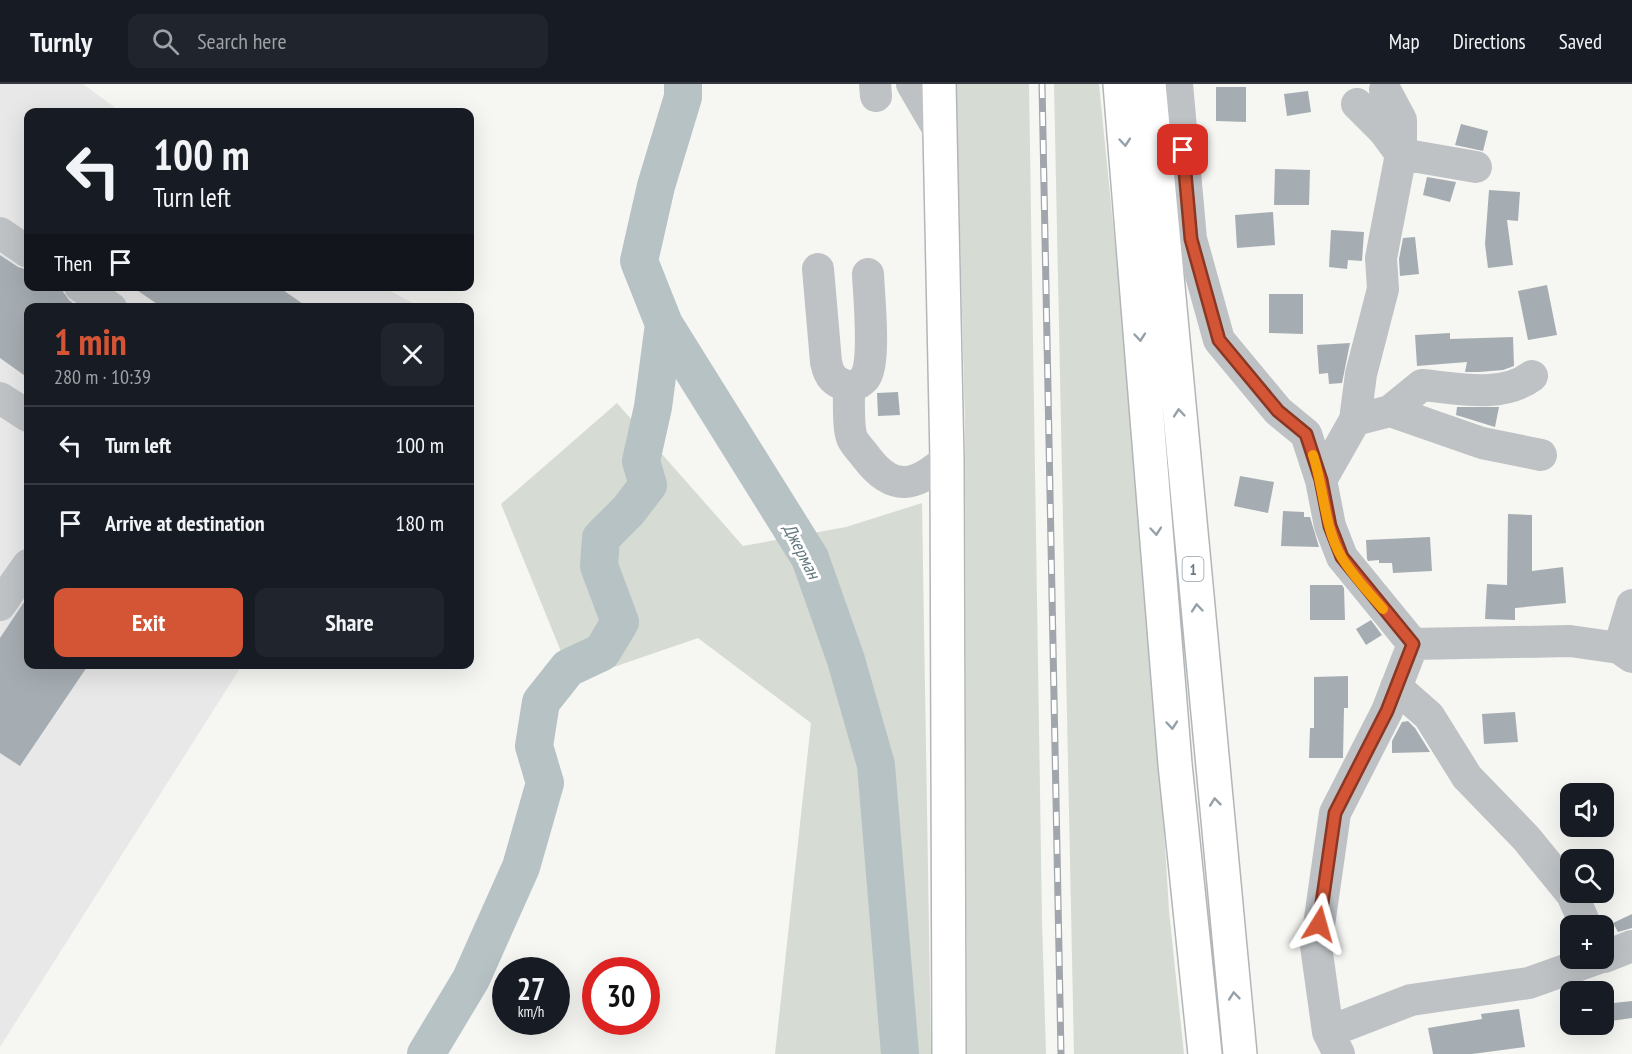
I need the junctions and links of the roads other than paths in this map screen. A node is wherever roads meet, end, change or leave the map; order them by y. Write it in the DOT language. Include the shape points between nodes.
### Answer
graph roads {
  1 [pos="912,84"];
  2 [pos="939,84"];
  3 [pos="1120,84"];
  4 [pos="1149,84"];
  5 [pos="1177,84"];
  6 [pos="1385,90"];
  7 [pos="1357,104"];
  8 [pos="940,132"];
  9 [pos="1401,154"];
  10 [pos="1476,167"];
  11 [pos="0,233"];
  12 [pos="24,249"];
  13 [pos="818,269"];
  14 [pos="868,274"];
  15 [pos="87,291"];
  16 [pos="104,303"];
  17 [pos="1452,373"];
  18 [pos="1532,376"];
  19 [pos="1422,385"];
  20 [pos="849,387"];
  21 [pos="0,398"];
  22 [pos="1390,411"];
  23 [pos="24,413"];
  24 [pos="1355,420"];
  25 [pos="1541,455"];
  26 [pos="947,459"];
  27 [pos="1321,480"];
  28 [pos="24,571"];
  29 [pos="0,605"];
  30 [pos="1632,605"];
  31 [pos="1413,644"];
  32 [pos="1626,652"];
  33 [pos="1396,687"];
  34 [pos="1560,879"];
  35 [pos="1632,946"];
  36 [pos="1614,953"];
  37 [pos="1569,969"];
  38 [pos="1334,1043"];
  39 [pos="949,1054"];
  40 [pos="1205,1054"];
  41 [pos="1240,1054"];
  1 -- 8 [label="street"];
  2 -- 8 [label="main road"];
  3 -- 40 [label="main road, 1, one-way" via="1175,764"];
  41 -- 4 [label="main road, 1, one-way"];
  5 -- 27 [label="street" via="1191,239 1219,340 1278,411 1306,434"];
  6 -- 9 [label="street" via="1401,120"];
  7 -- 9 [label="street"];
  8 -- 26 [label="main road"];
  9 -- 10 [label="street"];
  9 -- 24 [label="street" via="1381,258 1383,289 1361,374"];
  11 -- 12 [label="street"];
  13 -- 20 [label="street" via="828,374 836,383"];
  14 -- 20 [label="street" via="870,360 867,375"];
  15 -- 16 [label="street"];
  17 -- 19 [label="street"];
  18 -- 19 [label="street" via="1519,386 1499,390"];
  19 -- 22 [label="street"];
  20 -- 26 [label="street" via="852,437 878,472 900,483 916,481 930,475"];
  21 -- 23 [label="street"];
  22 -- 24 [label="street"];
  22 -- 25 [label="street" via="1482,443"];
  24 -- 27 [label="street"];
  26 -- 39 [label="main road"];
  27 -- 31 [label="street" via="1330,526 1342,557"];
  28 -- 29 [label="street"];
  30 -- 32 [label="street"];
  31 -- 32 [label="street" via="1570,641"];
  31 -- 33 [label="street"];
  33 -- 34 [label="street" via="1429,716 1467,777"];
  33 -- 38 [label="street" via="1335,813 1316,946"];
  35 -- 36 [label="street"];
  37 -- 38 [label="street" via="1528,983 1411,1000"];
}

### [Task prompt]
Leave the pictures out and return the rest of the material exactly.

### [Solution for this problem]
I need the junctions and links of the roads other than paths in this map screen. A node is wherever roads meet, end, change or leave the map; order them by y. Write it in the DOT language. Include the shape points between nodes.
### Answer
graph roads {
  1 [pos="912,84"];
  2 [pos="939,84"];
  3 [pos="1120,84"];
  4 [pos="1149,84"];
  5 [pos="1177,84"];
  6 [pos="1385,90"];
  7 [pos="1357,104"];
  8 [pos="940,132"];
  9 [pos="1401,154"];
  10 [pos="1476,167"];
  11 [pos="0,233"];
  12 [pos="24,249"];
  13 [pos="818,269"];
  14 [pos="868,274"];
  15 [pos="87,291"];
  16 [pos="104,303"];
  17 [pos="1452,373"];
  18 [pos="1532,376"];
  19 [pos="1422,385"];
  20 [pos="849,387"];
  21 [pos="0,398"];
  22 [pos="1390,411"];
  23 [pos="24,413"];
  24 [pos="1355,420"];
  25 [pos="1541,455"];
  26 [pos="947,459"];
  27 [pos="1321,480"];
  28 [pos="24,571"];
  29 [pos="0,605"];
  30 [pos="1632,605"];
  31 [pos="1413,644"];
  32 [pos="1626,652"];
  33 [pos="1396,687"];
  34 [pos="1560,879"];
  35 [pos="1632,946"];
  36 [pos="1614,953"];
  37 [pos="1569,969"];
  38 [pos="1334,1043"];
  39 [pos="949,1054"];
  40 [pos="1205,1054"];
  41 [pos="1240,1054"];
  1 -- 8 [label="street"];
  2 -- 8 [label="main road"];
  3 -- 40 [label="main road, 1, one-way" via="1175,764"];
  41 -- 4 [label="main road, 1, one-way"];
  5 -- 27 [label="street" via="1191,239 1219,340 1278,411 1306,434"];
  6 -- 9 [label="street" via="1401,120"];
  7 -- 9 [label="street"];
  8 -- 26 [label="main road"];
  9 -- 10 [label="street"];
  9 -- 24 [label="street" via="1381,258 1383,289 1361,374"];
  11 -- 12 [label="street"];
  13 -- 20 [label="street" via="828,374 836,383"];
  14 -- 20 [label="street" via="870,360 867,375"];
  15 -- 16 [label="street"];
  17 -- 19 [label="street"];
  18 -- 19 [label="street" via="1519,386 1499,390"];
  19 -- 22 [label="street"];
  20 -- 26 [label="street" via="852,437 878,472 900,483 916,481 930,475"];
  21 -- 23 [label="street"];
  22 -- 24 [label="street"];
  22 -- 25 [label="street" via="1482,443"];
  24 -- 27 [label="street"];
  26 -- 39 [label="main road"];
  27 -- 31 [label="street" via="1330,526 1342,557"];
  28 -- 29 [label="street"];
  30 -- 32 [label="street"];
  31 -- 32 [label="street" via="1570,641"];
  31 -- 33 [label="street"];
  33 -- 34 [label="street" via="1429,716 1467,777"];
  33 -- 38 [label="street" via="1335,813 1316,946"];
  35 -- 36 [label="street"];
  37 -- 38 [label="street" via="1528,983 1411,1000"];
}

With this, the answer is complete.